• Exercise prompt: Each line of the listing that includes the string "Vihar" needs to be located and copied.

Data to examine START

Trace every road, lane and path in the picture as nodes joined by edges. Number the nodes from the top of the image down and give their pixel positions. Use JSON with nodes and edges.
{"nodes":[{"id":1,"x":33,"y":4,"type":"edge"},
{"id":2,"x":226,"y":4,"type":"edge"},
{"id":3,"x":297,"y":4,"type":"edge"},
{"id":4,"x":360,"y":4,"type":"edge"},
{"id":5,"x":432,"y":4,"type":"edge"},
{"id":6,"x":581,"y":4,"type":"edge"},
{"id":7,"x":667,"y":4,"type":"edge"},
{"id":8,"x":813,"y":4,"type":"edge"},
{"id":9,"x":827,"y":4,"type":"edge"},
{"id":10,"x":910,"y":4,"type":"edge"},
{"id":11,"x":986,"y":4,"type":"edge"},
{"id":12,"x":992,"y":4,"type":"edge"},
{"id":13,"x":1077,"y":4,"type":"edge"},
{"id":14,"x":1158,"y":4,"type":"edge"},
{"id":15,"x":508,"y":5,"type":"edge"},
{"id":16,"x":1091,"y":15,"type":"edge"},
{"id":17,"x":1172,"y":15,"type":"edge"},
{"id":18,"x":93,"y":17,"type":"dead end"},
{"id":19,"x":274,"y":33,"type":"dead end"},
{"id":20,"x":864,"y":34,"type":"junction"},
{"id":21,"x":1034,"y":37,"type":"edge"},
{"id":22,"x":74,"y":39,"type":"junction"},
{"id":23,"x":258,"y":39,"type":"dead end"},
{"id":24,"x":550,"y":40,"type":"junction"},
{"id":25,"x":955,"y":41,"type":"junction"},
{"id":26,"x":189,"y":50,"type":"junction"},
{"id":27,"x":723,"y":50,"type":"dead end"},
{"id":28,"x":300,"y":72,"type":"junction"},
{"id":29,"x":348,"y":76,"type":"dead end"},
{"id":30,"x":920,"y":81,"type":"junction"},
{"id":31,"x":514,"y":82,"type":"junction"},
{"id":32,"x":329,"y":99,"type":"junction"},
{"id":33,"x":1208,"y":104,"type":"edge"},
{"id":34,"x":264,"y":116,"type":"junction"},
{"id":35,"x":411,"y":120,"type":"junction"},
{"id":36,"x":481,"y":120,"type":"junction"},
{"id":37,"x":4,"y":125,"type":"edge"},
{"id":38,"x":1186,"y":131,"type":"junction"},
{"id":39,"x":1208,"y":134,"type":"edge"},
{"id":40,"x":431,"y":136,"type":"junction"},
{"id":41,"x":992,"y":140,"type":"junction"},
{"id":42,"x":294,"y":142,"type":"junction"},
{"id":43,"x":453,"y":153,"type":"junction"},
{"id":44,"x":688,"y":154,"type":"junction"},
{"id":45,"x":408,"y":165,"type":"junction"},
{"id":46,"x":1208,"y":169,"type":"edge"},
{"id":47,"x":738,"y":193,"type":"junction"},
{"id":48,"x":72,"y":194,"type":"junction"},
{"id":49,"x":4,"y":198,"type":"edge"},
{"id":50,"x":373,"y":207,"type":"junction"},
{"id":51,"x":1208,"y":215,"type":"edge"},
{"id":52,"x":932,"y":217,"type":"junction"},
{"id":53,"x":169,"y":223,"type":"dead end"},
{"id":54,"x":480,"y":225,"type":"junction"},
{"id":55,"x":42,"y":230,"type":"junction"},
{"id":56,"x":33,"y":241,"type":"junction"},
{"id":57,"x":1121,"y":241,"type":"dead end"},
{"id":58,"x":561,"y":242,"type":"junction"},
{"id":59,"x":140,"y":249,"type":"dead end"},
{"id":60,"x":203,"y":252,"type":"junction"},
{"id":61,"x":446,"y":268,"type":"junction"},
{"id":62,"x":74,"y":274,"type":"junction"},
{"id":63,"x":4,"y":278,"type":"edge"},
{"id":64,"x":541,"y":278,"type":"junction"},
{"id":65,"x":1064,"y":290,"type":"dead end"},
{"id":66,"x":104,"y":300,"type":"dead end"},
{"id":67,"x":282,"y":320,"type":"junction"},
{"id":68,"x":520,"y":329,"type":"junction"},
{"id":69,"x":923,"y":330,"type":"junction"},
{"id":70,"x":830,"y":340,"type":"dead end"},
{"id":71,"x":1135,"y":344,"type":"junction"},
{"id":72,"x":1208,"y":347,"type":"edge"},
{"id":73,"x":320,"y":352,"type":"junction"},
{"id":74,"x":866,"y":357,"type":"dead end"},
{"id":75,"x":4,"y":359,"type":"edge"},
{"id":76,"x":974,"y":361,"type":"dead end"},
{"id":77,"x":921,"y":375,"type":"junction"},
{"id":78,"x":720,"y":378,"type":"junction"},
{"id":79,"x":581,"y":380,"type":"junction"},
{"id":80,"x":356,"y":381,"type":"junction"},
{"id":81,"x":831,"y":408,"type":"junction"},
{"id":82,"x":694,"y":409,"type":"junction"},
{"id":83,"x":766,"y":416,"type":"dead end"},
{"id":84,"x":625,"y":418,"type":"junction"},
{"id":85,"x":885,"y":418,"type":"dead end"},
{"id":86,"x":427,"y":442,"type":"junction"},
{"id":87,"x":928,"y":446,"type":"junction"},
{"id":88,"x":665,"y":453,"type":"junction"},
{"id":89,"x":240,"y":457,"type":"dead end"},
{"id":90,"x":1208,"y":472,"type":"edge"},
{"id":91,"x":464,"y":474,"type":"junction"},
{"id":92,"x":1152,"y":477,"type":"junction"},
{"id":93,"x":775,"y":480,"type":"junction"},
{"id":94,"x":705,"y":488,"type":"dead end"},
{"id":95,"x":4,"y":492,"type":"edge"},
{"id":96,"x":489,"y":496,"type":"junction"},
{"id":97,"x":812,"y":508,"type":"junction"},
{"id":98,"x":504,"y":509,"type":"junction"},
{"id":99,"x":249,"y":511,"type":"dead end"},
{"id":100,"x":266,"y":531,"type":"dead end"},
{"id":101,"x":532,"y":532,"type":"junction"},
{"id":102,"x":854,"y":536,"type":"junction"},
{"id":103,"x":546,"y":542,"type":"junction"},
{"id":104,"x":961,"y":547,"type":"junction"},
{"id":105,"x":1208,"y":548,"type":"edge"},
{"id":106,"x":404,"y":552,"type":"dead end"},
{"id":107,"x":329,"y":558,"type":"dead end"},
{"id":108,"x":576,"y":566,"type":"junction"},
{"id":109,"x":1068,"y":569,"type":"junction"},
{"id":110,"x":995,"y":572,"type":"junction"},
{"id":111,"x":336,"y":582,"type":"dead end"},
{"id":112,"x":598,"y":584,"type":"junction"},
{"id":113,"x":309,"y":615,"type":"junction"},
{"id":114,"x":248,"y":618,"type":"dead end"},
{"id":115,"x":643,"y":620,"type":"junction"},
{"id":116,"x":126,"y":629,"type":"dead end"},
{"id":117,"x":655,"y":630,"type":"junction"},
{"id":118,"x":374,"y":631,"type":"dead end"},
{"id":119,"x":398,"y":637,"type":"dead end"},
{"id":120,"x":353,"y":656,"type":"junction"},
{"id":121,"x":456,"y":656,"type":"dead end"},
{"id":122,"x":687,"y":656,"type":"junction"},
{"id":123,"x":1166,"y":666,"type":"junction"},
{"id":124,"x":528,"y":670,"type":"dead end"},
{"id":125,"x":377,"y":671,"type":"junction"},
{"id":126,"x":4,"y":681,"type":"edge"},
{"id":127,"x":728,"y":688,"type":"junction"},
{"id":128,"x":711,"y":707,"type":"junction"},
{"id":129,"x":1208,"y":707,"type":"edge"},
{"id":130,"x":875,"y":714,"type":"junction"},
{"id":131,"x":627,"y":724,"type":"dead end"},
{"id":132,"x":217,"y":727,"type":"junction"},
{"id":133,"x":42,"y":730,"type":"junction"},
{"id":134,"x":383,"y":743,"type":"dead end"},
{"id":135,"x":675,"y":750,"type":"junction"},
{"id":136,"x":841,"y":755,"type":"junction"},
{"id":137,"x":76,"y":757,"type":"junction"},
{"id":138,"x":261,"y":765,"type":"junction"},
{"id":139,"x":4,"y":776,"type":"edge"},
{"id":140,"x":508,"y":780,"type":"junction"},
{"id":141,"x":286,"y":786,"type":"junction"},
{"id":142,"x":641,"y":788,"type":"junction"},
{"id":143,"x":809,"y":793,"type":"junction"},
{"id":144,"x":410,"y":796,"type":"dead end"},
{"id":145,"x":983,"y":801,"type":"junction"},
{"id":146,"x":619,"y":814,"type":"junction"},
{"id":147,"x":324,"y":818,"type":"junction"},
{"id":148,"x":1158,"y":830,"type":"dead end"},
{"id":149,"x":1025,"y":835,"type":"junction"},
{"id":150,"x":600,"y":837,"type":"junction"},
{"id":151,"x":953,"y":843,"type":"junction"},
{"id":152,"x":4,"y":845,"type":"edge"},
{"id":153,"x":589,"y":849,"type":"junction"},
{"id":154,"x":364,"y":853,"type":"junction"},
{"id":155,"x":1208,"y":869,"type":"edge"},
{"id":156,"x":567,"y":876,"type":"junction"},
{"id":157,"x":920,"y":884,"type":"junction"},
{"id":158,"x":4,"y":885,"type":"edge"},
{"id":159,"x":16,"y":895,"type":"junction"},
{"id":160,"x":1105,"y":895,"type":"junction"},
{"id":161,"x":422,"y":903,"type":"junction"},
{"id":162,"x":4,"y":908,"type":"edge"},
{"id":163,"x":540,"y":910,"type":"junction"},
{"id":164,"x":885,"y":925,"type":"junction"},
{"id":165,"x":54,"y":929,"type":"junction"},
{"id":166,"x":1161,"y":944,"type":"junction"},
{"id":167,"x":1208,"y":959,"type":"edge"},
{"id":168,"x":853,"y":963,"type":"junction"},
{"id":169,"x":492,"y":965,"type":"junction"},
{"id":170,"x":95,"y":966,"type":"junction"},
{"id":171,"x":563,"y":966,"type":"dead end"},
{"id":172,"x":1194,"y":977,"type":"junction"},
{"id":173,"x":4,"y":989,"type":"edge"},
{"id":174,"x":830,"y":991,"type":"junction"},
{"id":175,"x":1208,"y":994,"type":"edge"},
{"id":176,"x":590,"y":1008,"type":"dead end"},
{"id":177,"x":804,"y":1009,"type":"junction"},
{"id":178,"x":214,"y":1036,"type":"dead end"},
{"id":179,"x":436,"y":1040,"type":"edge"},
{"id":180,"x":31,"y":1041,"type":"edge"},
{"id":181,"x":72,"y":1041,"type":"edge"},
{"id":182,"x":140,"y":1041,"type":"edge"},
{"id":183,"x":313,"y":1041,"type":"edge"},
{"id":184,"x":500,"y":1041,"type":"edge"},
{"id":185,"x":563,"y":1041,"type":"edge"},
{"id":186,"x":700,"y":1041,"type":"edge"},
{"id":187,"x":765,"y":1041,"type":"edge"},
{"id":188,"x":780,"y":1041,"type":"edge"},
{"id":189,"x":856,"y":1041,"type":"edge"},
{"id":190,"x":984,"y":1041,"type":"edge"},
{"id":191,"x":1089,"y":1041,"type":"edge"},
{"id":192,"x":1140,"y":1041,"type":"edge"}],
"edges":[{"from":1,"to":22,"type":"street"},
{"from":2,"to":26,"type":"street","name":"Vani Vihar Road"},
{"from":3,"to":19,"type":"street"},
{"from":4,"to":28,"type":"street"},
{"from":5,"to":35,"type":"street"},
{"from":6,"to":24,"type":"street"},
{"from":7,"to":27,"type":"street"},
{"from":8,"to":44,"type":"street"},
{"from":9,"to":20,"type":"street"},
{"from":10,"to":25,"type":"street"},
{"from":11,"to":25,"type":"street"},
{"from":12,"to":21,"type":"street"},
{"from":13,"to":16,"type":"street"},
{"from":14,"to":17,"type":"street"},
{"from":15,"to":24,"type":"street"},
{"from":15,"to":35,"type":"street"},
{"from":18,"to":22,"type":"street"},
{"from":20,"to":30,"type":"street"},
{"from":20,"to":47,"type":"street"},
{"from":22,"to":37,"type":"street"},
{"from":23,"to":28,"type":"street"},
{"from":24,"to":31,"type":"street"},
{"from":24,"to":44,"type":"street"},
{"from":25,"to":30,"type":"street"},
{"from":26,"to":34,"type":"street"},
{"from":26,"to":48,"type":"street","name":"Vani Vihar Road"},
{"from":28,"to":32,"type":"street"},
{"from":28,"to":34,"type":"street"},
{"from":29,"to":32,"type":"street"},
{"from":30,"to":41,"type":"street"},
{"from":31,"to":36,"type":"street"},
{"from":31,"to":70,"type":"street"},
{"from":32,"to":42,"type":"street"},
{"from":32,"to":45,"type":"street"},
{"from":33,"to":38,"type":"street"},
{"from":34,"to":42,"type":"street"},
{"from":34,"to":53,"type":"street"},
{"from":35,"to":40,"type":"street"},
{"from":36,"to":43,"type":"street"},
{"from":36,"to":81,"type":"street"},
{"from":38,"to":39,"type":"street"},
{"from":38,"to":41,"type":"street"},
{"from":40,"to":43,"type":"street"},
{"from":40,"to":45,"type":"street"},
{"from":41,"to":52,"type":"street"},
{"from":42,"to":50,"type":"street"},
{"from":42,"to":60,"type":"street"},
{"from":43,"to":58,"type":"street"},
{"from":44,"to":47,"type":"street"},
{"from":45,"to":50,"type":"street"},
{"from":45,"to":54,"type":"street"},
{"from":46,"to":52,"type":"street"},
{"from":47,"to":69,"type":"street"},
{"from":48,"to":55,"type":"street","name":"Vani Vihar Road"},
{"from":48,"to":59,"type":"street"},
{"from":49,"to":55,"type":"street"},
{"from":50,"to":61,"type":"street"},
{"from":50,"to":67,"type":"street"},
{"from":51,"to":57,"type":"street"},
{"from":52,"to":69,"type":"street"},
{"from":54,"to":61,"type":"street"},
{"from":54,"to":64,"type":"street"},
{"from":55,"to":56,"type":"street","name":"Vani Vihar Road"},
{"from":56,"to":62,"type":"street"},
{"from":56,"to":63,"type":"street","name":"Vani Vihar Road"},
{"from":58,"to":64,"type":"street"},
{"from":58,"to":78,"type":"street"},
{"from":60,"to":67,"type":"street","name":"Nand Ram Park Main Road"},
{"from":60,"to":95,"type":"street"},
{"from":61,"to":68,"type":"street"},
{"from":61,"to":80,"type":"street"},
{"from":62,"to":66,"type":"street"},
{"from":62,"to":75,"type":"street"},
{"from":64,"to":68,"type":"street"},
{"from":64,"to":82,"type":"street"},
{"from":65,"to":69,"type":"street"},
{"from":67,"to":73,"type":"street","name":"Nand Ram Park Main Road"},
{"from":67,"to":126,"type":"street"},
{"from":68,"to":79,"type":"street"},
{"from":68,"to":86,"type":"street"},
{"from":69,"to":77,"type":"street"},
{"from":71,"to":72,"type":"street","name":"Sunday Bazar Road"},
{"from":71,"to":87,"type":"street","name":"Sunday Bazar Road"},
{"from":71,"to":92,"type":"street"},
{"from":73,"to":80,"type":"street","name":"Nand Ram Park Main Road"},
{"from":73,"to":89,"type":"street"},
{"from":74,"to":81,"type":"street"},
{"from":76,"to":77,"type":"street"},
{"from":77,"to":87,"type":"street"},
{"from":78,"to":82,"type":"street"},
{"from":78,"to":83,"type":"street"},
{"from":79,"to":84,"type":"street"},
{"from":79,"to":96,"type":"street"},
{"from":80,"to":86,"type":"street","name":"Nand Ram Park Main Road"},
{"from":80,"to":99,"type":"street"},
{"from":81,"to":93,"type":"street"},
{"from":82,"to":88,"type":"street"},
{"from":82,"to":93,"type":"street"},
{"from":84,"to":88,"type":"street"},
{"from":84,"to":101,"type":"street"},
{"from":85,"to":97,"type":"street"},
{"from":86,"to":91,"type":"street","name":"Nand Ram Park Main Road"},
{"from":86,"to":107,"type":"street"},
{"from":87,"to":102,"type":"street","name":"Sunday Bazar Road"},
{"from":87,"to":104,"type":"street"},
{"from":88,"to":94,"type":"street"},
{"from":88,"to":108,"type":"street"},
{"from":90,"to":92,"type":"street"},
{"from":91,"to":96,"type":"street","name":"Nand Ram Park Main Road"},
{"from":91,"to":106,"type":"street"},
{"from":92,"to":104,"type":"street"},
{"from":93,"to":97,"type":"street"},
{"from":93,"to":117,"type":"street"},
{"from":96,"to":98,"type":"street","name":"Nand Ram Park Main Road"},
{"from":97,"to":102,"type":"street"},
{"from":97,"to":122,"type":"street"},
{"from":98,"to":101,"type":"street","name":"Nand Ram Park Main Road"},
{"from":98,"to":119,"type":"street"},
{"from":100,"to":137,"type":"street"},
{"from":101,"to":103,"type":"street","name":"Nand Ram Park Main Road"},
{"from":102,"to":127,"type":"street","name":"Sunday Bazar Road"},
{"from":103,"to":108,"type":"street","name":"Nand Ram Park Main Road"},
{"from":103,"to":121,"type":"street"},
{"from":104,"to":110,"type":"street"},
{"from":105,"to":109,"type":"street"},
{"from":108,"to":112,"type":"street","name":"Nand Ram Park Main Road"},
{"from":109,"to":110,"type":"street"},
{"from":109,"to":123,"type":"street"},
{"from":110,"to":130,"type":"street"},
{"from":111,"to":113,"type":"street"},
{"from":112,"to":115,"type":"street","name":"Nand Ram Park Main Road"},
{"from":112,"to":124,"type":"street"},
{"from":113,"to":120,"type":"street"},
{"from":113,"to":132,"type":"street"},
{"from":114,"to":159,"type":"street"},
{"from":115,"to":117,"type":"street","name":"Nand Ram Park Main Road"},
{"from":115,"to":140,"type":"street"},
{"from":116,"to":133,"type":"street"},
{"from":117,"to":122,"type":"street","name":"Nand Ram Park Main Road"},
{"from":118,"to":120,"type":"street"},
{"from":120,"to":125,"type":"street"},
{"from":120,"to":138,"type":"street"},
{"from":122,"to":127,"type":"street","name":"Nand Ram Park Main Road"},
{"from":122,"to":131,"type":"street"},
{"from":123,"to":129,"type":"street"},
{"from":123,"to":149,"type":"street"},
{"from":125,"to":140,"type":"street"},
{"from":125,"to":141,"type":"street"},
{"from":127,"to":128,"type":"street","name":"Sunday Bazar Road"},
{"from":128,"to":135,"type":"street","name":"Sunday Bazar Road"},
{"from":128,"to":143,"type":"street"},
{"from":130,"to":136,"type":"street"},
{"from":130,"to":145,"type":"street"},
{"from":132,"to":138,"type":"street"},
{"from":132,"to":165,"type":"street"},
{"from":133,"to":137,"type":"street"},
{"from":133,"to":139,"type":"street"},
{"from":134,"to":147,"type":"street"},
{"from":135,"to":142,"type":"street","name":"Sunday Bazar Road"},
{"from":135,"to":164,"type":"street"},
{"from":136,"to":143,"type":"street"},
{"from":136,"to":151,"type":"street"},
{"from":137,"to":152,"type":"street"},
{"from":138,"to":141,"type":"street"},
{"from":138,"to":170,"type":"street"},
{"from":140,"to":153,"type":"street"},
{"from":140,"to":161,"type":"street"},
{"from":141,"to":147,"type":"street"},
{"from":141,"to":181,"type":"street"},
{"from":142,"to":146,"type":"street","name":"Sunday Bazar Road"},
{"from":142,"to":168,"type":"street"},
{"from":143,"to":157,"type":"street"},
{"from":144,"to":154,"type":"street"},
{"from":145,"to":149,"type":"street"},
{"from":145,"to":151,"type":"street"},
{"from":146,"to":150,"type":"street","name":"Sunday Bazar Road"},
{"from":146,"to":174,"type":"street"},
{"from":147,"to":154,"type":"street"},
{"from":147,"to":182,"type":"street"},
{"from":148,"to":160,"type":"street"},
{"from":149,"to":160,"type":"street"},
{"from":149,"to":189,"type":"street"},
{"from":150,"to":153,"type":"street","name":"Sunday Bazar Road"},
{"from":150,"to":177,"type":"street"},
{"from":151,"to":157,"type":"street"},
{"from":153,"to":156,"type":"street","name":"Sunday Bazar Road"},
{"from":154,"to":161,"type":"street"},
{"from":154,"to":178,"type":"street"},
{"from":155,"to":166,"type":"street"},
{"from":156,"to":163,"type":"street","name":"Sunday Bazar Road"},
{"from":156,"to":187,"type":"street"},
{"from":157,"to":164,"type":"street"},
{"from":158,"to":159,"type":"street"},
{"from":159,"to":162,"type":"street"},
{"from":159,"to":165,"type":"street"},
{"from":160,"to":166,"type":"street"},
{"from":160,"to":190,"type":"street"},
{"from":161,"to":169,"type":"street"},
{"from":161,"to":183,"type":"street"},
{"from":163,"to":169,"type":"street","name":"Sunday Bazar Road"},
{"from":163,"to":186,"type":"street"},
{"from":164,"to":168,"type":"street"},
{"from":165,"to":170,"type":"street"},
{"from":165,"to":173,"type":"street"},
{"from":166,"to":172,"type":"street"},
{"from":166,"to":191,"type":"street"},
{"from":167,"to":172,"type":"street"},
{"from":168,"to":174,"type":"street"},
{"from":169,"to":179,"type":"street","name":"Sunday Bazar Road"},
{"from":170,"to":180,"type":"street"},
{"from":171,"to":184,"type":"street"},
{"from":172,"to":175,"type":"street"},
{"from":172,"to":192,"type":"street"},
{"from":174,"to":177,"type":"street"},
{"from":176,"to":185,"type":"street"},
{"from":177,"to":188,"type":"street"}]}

Data to examine END

• Response for this exercise:
{"from":2,"to":26,"type":"street","name":"Vani Vihar Road"},
{"from":26,"to":48,"type":"street","name":"Vani Vihar Road"},
{"from":48,"to":55,"type":"street","name":"Vani Vihar Road"},
{"from":55,"to":56,"type":"street","name":"Vani Vihar Road"},
{"from":56,"to":63,"type":"street","name":"Vani Vihar Road"},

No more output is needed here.